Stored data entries
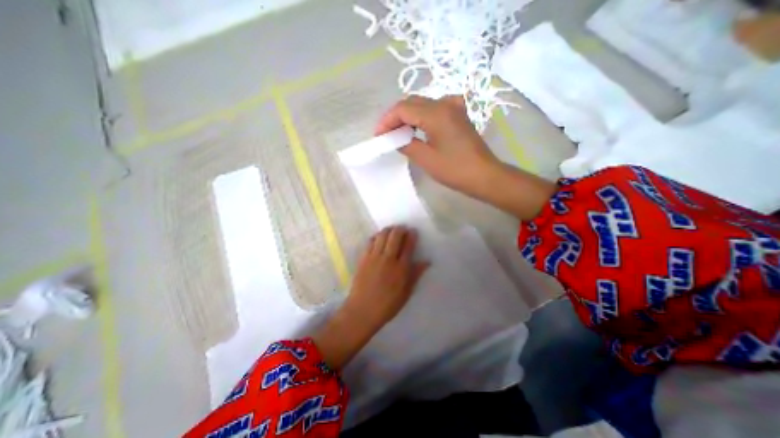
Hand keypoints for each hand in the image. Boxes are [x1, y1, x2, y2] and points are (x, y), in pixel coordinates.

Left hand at [342, 226, 428, 331]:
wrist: (362, 310)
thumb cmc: (388, 305)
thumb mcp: (406, 292)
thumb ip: (416, 274)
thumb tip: (427, 261)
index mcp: (401, 268)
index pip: (408, 245)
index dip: (412, 235)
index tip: (413, 231)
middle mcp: (388, 259)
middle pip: (395, 236)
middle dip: (400, 229)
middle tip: (403, 229)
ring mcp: (374, 257)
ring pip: (382, 235)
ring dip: (389, 230)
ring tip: (392, 231)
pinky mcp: (363, 258)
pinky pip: (371, 241)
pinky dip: (377, 236)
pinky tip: (379, 238)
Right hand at [371, 95, 554, 218]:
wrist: (484, 175)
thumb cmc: (454, 169)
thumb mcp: (426, 159)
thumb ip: (406, 144)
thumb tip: (395, 138)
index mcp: (436, 113)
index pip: (403, 108)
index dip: (387, 120)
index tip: (379, 135)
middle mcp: (445, 104)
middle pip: (412, 103)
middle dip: (395, 117)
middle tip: (387, 134)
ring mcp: (454, 107)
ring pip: (423, 104)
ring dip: (408, 116)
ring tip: (399, 132)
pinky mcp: (459, 115)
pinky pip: (436, 108)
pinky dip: (423, 115)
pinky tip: (421, 126)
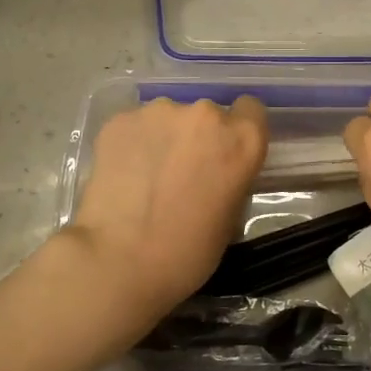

#### [Task to complete]
Only the lines from the line with "thumb cmc: (388, 305)" through the end of the records belong in your copy. Repeat them exactly, without pictures.

#### [Answer to this problem]
thumb cmc: (388, 305)
thumb mcp: (406, 292)
thumb ip: (416, 274)
thumb tip: (427, 261)
index mcp: (401, 268)
index pip: (408, 245)
index dip: (412, 235)
index tip: (413, 231)
middle mcp: (388, 259)
middle pip: (395, 236)
middle dip: (400, 229)
middle tip: (403, 229)
ring mcp: (374, 257)
ring pip: (382, 235)
ring dip: (389, 230)
ring tip: (392, 231)
pinky mcp: (363, 258)
pinky pip: (371, 241)
pinky dip: (377, 236)
pinky tip: (379, 238)
Right hand at [371, 95, 554, 218]:
wrist: (484, 175)
thumb cmc: (454, 169)
thumb mcp: (426, 159)
thumb ip: (406, 144)
thumb tip: (395, 138)
index mcp: (436, 113)
index pip: (403, 108)
index dip: (387, 120)
index tip: (379, 135)
middle mcp: (445, 104)
middle pip: (412, 103)
middle dip: (395, 117)
middle tip: (387, 134)
ring mcp: (454, 107)
ring pip: (423, 104)
ring dip: (408, 116)
ring tip: (399, 132)
pinky mcp: (459, 115)
pinky pip: (436, 108)
pinky dip: (423, 115)
pinky tip: (421, 126)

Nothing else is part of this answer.